[Saved entries]

◇ ◇ ◇ ◇ ◇

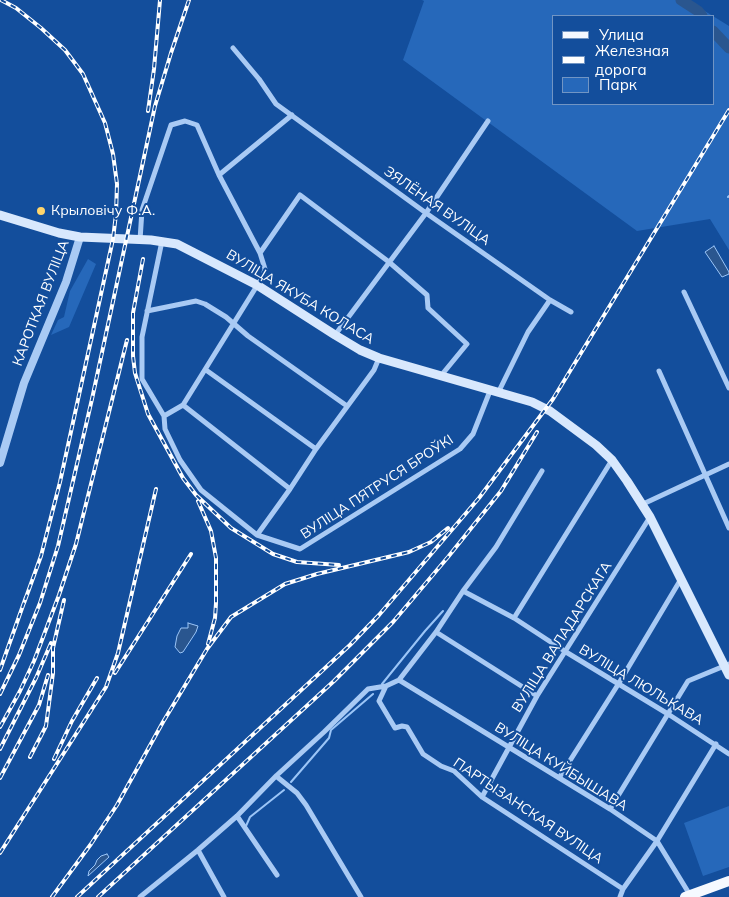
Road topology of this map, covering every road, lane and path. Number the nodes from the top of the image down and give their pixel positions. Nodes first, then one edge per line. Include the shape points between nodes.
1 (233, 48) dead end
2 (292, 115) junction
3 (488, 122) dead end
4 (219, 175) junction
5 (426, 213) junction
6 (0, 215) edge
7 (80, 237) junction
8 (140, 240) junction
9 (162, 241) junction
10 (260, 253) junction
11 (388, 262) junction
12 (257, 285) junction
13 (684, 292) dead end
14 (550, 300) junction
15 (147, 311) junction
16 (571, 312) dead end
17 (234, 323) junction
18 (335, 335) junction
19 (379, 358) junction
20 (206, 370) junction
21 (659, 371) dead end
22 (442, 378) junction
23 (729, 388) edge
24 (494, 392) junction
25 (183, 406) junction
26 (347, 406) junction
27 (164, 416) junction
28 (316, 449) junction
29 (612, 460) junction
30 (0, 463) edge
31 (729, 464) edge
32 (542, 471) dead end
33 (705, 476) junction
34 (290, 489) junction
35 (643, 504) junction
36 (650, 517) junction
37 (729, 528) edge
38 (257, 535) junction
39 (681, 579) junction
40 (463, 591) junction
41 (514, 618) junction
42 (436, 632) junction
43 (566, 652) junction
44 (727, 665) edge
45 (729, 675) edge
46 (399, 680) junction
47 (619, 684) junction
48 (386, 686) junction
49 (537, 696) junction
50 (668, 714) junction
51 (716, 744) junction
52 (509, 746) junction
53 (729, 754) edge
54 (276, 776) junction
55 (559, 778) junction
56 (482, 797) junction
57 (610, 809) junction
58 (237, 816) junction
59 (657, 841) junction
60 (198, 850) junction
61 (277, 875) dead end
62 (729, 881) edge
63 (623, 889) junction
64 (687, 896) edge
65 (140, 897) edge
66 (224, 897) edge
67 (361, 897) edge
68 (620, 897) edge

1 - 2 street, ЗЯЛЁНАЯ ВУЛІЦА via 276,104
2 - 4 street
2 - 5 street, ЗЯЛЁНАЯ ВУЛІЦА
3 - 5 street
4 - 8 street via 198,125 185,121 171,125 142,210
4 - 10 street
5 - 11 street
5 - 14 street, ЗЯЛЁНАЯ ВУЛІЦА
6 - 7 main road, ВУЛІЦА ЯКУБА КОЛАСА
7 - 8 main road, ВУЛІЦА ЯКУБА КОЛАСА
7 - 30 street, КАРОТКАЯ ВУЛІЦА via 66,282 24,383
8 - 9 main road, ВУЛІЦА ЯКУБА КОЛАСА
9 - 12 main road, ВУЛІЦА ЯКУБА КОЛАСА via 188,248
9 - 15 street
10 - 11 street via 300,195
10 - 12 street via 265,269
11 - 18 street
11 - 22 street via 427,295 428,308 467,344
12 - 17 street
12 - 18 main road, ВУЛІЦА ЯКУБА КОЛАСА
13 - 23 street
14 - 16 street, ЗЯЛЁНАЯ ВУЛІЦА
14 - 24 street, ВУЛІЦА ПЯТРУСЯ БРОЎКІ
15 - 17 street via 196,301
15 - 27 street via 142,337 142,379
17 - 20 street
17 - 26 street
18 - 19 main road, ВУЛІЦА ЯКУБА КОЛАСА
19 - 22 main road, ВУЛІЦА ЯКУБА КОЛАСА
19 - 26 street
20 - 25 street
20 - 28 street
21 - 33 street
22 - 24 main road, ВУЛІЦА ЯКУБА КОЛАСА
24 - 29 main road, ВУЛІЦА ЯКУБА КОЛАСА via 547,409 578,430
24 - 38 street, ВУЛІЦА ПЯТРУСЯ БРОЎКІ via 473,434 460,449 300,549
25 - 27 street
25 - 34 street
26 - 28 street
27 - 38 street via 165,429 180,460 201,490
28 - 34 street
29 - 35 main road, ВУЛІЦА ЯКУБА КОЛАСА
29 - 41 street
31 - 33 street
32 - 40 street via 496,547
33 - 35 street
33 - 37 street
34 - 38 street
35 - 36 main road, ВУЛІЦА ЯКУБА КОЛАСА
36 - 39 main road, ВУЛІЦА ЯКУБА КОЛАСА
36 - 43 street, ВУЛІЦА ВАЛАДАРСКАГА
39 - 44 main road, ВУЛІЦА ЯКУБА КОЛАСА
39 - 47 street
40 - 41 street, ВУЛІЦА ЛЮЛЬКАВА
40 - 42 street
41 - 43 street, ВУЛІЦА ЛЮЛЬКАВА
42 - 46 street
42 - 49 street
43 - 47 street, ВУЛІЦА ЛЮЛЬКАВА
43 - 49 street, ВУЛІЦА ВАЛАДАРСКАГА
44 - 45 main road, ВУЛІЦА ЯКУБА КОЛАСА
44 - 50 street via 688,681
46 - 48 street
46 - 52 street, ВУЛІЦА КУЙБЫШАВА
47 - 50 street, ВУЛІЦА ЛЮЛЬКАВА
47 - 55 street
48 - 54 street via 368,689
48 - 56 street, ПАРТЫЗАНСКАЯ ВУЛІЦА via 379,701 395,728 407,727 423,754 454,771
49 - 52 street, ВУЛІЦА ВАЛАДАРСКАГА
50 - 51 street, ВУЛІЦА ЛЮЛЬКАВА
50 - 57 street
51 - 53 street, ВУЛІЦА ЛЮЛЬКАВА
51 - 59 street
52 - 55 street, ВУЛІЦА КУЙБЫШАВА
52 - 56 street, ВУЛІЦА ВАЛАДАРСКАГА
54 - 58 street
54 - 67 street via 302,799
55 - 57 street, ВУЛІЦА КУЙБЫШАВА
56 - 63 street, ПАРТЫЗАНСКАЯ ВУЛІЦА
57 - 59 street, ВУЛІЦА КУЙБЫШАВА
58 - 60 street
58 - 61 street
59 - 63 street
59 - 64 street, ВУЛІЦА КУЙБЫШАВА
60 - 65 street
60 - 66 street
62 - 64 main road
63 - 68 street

◇ ◇ ◇ ◇ ◇

Problem description » Leave the pictures out. Repeat every entry above exactly.

Expected answer »
Road topology of this map, covering every road, lane and path. Number the nodes from the top of the image down and give their pixel positions. Nodes first, then one edge per line. Include the shape points between nodes.
1 (233, 48) dead end
2 (292, 115) junction
3 (488, 122) dead end
4 (219, 175) junction
5 (426, 213) junction
6 (0, 215) edge
7 (80, 237) junction
8 (140, 240) junction
9 (162, 241) junction
10 (260, 253) junction
11 (388, 262) junction
12 (257, 285) junction
13 (684, 292) dead end
14 (550, 300) junction
15 (147, 311) junction
16 (571, 312) dead end
17 (234, 323) junction
18 (335, 335) junction
19 (379, 358) junction
20 (206, 370) junction
21 (659, 371) dead end
22 (442, 378) junction
23 (729, 388) edge
24 (494, 392) junction
25 (183, 406) junction
26 (347, 406) junction
27 (164, 416) junction
28 (316, 449) junction
29 (612, 460) junction
30 (0, 463) edge
31 (729, 464) edge
32 (542, 471) dead end
33 (705, 476) junction
34 (290, 489) junction
35 (643, 504) junction
36 (650, 517) junction
37 (729, 528) edge
38 (257, 535) junction
39 (681, 579) junction
40 (463, 591) junction
41 (514, 618) junction
42 (436, 632) junction
43 (566, 652) junction
44 (727, 665) edge
45 (729, 675) edge
46 (399, 680) junction
47 (619, 684) junction
48 (386, 686) junction
49 (537, 696) junction
50 (668, 714) junction
51 (716, 744) junction
52 (509, 746) junction
53 (729, 754) edge
54 (276, 776) junction
55 (559, 778) junction
56 (482, 797) junction
57 (610, 809) junction
58 (237, 816) junction
59 (657, 841) junction
60 (198, 850) junction
61 (277, 875) dead end
62 (729, 881) edge
63 (623, 889) junction
64 (687, 896) edge
65 (140, 897) edge
66 (224, 897) edge
67 (361, 897) edge
68 (620, 897) edge

1 - 2 street, ЗЯЛЁНАЯ ВУЛІЦА via 276,104
2 - 4 street
2 - 5 street, ЗЯЛЁНАЯ ВУЛІЦА
3 - 5 street
4 - 8 street via 198,125 185,121 171,125 142,210
4 - 10 street
5 - 11 street
5 - 14 street, ЗЯЛЁНАЯ ВУЛІЦА
6 - 7 main road, ВУЛІЦА ЯКУБА КОЛАСА
7 - 8 main road, ВУЛІЦА ЯКУБА КОЛАСА
7 - 30 street, КАРОТКАЯ ВУЛІЦА via 66,282 24,383
8 - 9 main road, ВУЛІЦА ЯКУБА КОЛАСА
9 - 12 main road, ВУЛІЦА ЯКУБА КОЛАСА via 188,248
9 - 15 street
10 - 11 street via 300,195
10 - 12 street via 265,269
11 - 18 street
11 - 22 street via 427,295 428,308 467,344
12 - 17 street
12 - 18 main road, ВУЛІЦА ЯКУБА КОЛАСА
13 - 23 street
14 - 16 street, ЗЯЛЁНАЯ ВУЛІЦА
14 - 24 street, ВУЛІЦА ПЯТРУСЯ БРОЎКІ
15 - 17 street via 196,301
15 - 27 street via 142,337 142,379
17 - 20 street
17 - 26 street
18 - 19 main road, ВУЛІЦА ЯКУБА КОЛАСА
19 - 22 main road, ВУЛІЦА ЯКУБА КОЛАСА
19 - 26 street
20 - 25 street
20 - 28 street
21 - 33 street
22 - 24 main road, ВУЛІЦА ЯКУБА КОЛАСА
24 - 29 main road, ВУЛІЦА ЯКУБА КОЛАСА via 547,409 578,430
24 - 38 street, ВУЛІЦА ПЯТРУСЯ БРОЎКІ via 473,434 460,449 300,549
25 - 27 street
25 - 34 street
26 - 28 street
27 - 38 street via 165,429 180,460 201,490
28 - 34 street
29 - 35 main road, ВУЛІЦА ЯКУБА КОЛАСА
29 - 41 street
31 - 33 street
32 - 40 street via 496,547
33 - 35 street
33 - 37 street
34 - 38 street
35 - 36 main road, ВУЛІЦА ЯКУБА КОЛАСА
36 - 39 main road, ВУЛІЦА ЯКУБА КОЛАСА
36 - 43 street, ВУЛІЦА ВАЛАДАРСКАГА
39 - 44 main road, ВУЛІЦА ЯКУБА КОЛАСА
39 - 47 street
40 - 41 street, ВУЛІЦА ЛЮЛЬКАВА
40 - 42 street
41 - 43 street, ВУЛІЦА ЛЮЛЬКАВА
42 - 46 street
42 - 49 street
43 - 47 street, ВУЛІЦА ЛЮЛЬКАВА
43 - 49 street, ВУЛІЦА ВАЛАДАРСКАГА
44 - 45 main road, ВУЛІЦА ЯКУБА КОЛАСА
44 - 50 street via 688,681
46 - 48 street
46 - 52 street, ВУЛІЦА КУЙБЫШАВА
47 - 50 street, ВУЛІЦА ЛЮЛЬКАВА
47 - 55 street
48 - 54 street via 368,689
48 - 56 street, ПАРТЫЗАНСКАЯ ВУЛІЦА via 379,701 395,728 407,727 423,754 454,771
49 - 52 street, ВУЛІЦА ВАЛАДАРСКАГА
50 - 51 street, ВУЛІЦА ЛЮЛЬКАВА
50 - 57 street
51 - 53 street, ВУЛІЦА ЛЮЛЬКАВА
51 - 59 street
52 - 55 street, ВУЛІЦА КУЙБЫШАВА
52 - 56 street, ВУЛІЦА ВАЛАДАРСКАГА
54 - 58 street
54 - 67 street via 302,799
55 - 57 street, ВУЛІЦА КУЙБЫШАВА
56 - 63 street, ПАРТЫЗАНСКАЯ ВУЛІЦА
57 - 59 street, ВУЛІЦА КУЙБЫШАВА
58 - 60 street
58 - 61 street
59 - 63 street
59 - 64 street, ВУЛІЦА КУЙБЫШАВА
60 - 65 street
60 - 66 street
62 - 64 main road
63 - 68 street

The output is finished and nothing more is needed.